Latest revision as of 15:31, 8 March 2023

spot2pdb (for Linux, for Mac, source) is a jiffy that creates pseudo-PDB files for visualization of reciprocal space, based on SPOT.XDS and XPARM.XDS. The "atom" positions in the pseudo-PDB files are actually reflections positions in reciprocal space.

The usage is simple: just run

spot2pdb

in a XDS directory containing SPOT.XDS and XPARM.XDS. The program then creates SPOT-indexed.pdb and SPOT-notindexed.pdb, depending on whether SPOT.XDS has indices attached to spot positions or not (or just 0 0 0). Thus it is useful directly after COLSPOT, but even more after IDXREF. Reflections of SPOT-indexed.pdb can be clicked, and have (atomname residuename sequencenumber) corresponding to (H K L).

By default, the program creates pseudo-PDB files with reflections up to 6Å. The maximum resolution can be adjusted with the -r option.

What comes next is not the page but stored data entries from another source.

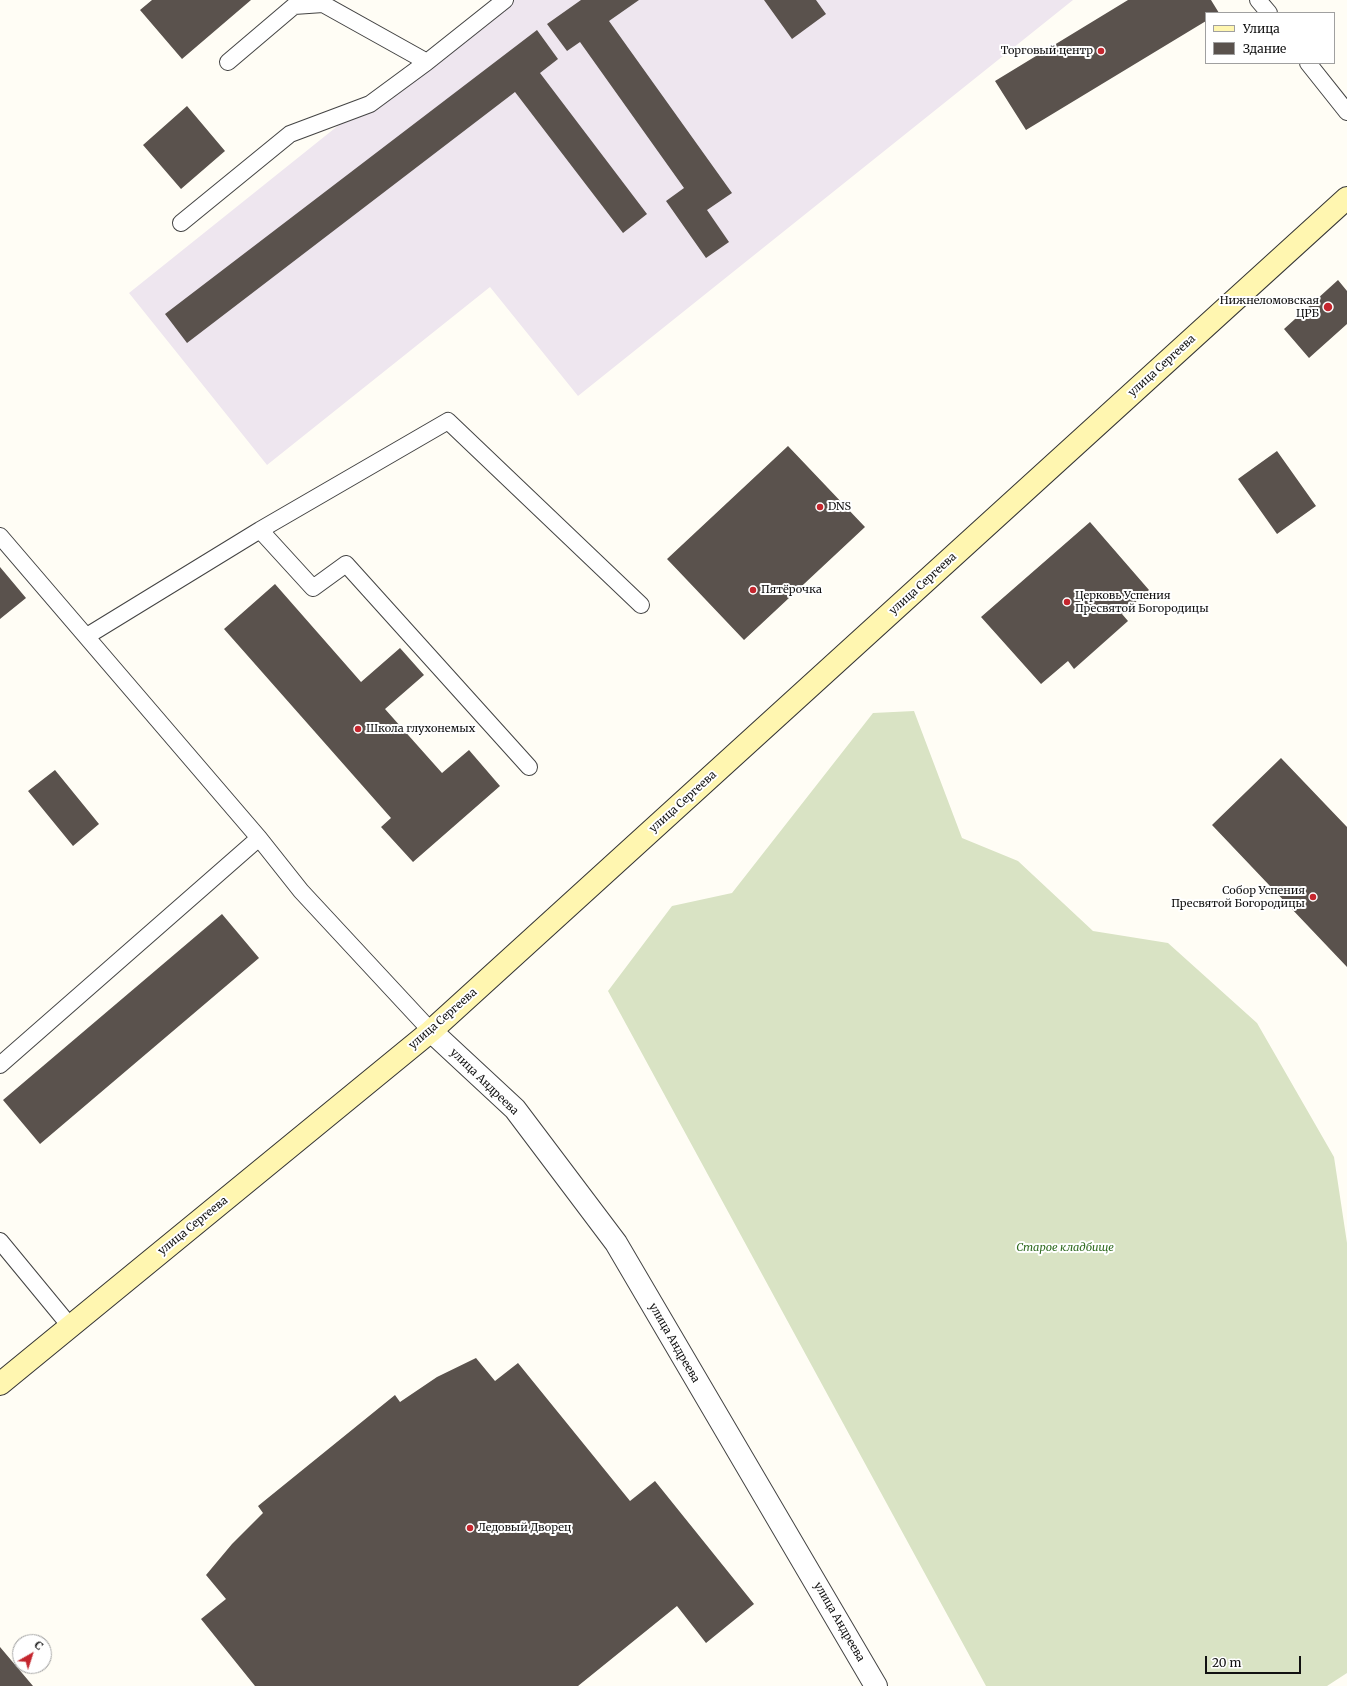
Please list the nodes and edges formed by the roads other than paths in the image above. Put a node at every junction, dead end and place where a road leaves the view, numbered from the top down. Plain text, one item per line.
1 (505, 0) edge
2 (1258, 0) edge
3 (1268, 12) edge
4 (228, 62) dead end
5 (427, 62) junction
6 (1309, 64) edge
7 (1347, 112) edge
8 (1347, 198) edge
9 (181, 223) dead end
10 (260, 530) junction
11 (0, 536) edge
12 (641, 605) dead end
13 (87, 636) junction
14 (529, 767) dead end
15 (259, 838) junction
16 (431, 1031) junction
17 (0, 1065) edge
18 (0, 1242) edge
19 (70, 1326) junction
20 (0, 1384) edge
21 (876, 1686) edge

1 - 5 lane
2 - 3 lane
4 - 5 lane
5 - 9 lane
6 - 7 lane
8 - 16 main road, улица Сергеева
10 - 12 lane
10 - 13 lane
10 - 14 lane
11 - 13 lane
13 - 15 lane
15 - 16 lane
15 - 17 lane
16 - 19 main road, улица Сергеева
16 - 21 street, улица Андреева
18 - 19 lane
19 - 20 main road, улица Сергеева

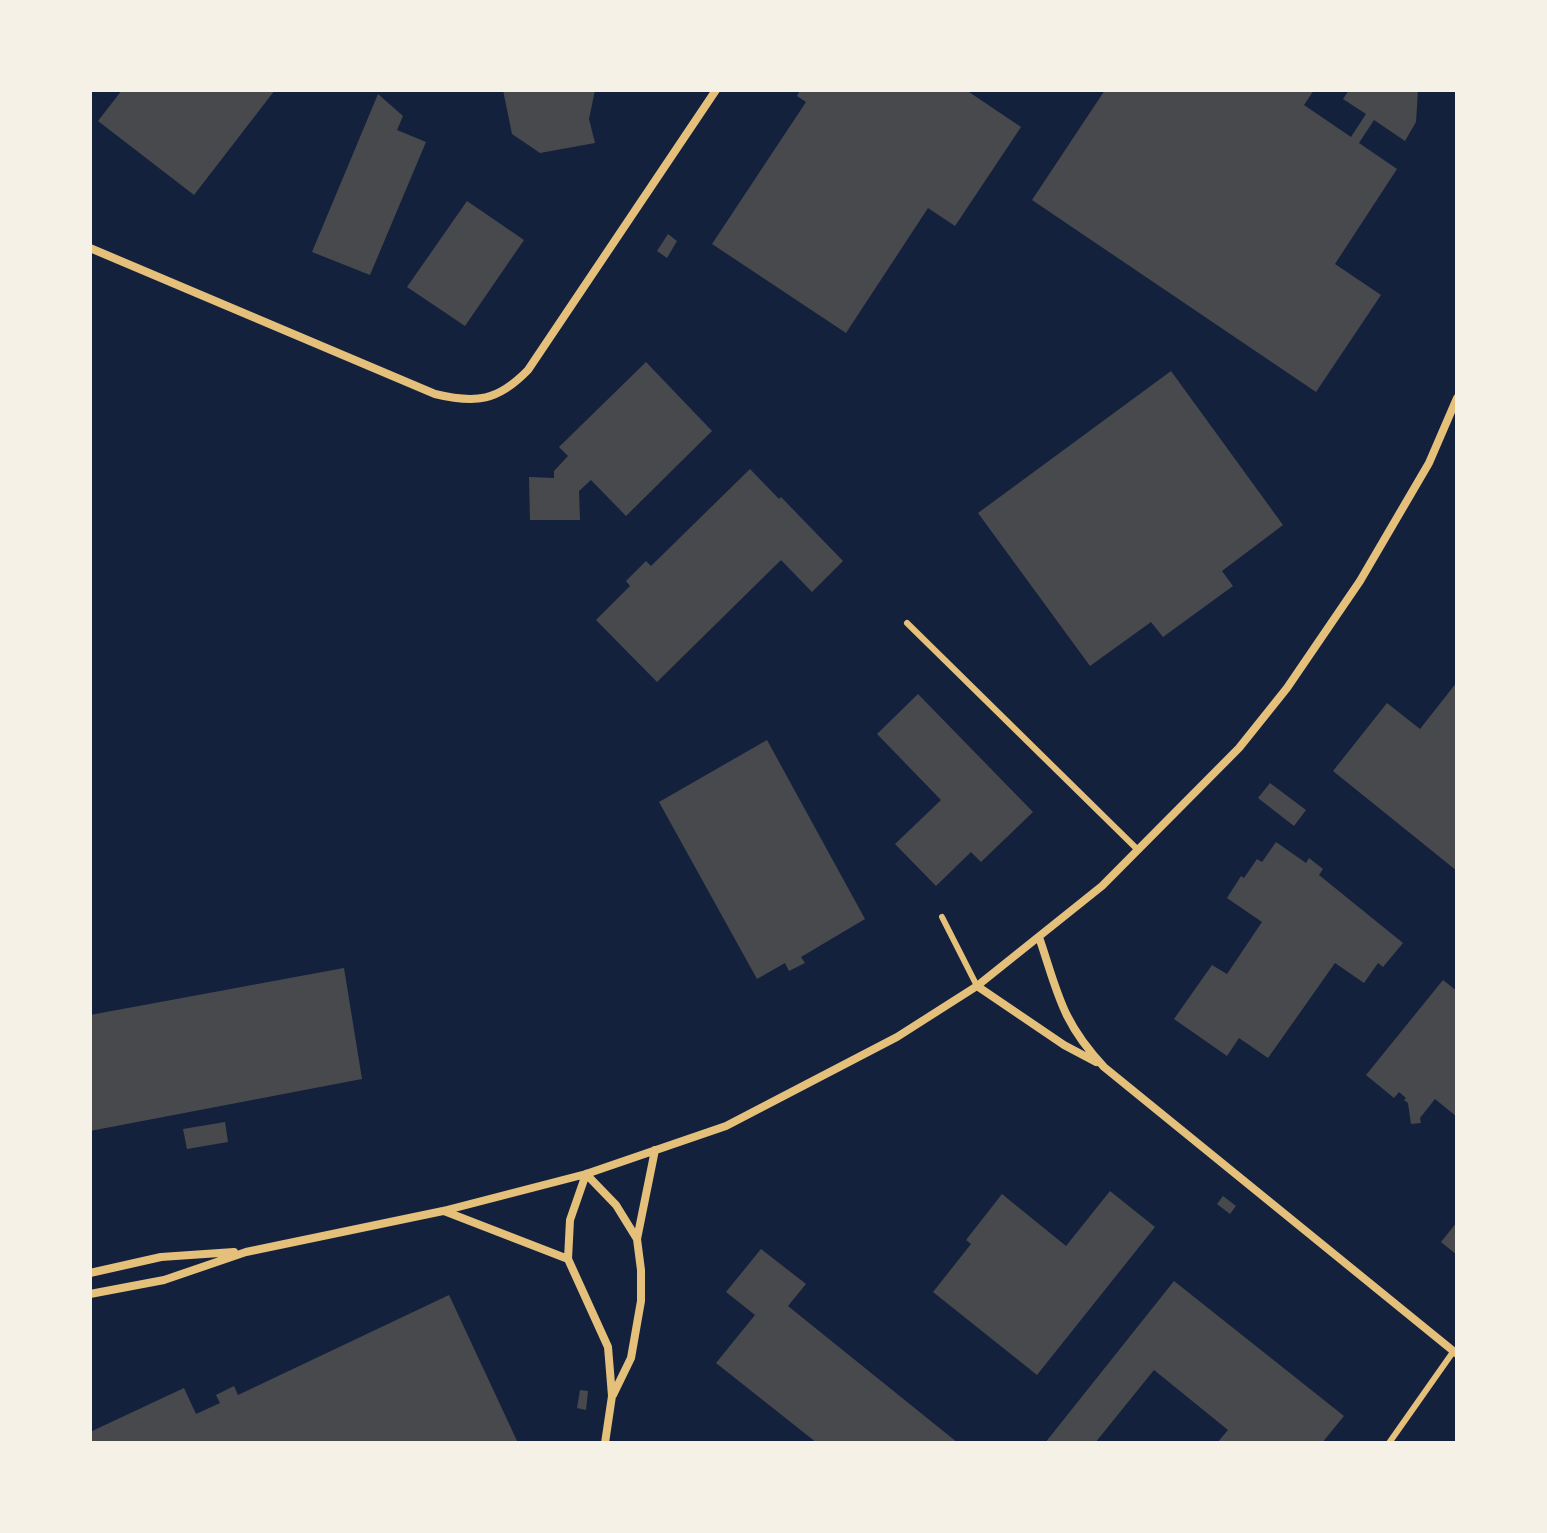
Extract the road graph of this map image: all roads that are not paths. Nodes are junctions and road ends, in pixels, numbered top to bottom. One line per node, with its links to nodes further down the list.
1 (716, 90): 2 (street)
2 (90, 248)
3 (1457, 398): 5 (street)
4 (907, 623): 5 (lane)
5 (1138, 850): 7 (street)
6 (942, 917): 8 (lane)
7 (1039, 937): 8 (street); 9 (street)
8 (977, 986): 9 (street); 10 (street)
9 (1104, 1067): 18 (street)
10 (655, 1150): 11 (street); 13 (street)
11 (586, 1174): 12 (street); 13 (street); 15 (street)
12 (443, 1211): 14 (street); 15 (street)
13 (637, 1239): 19 (street)
14 (246, 1252): 16 (street); 17 (street)
15 (568, 1259): 19 (street)
16 (90, 1273)
17 (90, 1294)
18 (1455, 1353): 21 (lane)
19 (612, 1396): 20 (street)
20 (605, 1443)
21 (1389, 1443)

Visualization can then be achieved with

coot SPOT-*.pdb

Since there exist duplicate residue numbers in SPOT-indexed.pdb, one needs a ~/.coot with the line

(allow-duplicate-sequence-numbers)

Even better visualization of the raw data and their abstraction as reflection positions is achieved with

coot --pdb SPOT-*.pdb --map rs_mapper_output.ccp4

provided that dials.rs_mapper is run beforehand. The latter is as easy as

dials.rs_mapper /path/to/reflection/files.ext

and produces a CCP4 map file with pixel contents mapped to reciprocal space, to 6Å.


Examples

Indexed spot positions are yellow, un-indexed ones red.
Same, but with pseudo electron density. The offset between spot positions and electron density is due to a slight error in the header values of ORGX, ORGY (see Notes below).


Examples with wrong ROTATION_AXIS:

ROTATION_AXIS is -1 0 0 instead of 1 0 0
another view of result with rotation axis backwards
ROTATION_AXIS is 0 1 0 instead of 1 0 0
another view of result with rotation axis 90° off


Notes

  • the mapping used by dials.rs_mapper uses the (unrefined) frame header values, and possibly assumptions (as implemented in iotbx.detectors) about geometry aspects, like ROTATION_AXIS, not stored in the header. On the other hand, XPARM.XDS may have different assumptions about geometry aspects, and uses the geometry as refined by IDXREF. Ideally, these two mappings should agree.
  • Since dials.rs_mapper uses the STARTING_ANGLE information from the frame headers, the mappings can only agree if XDS.INP also has this item. generate_XDS.INP versions since 0.82 write XDS.INP with STARTING_ANGLE information for most detectors.
  • if no XPARM.XDS exists, spot2pdb uses XDS.INP as a source of geometry information.
  • coot connects atoms that are close, have residue numbers differing by at most 1, and are in the same chain, with bonds (lines) (Paul Emsley, personal communication). The program makes an attempt to avoid such lines by cycling through chain names; the proper solution would be coot's display objects (Paul Emsley, personal communication).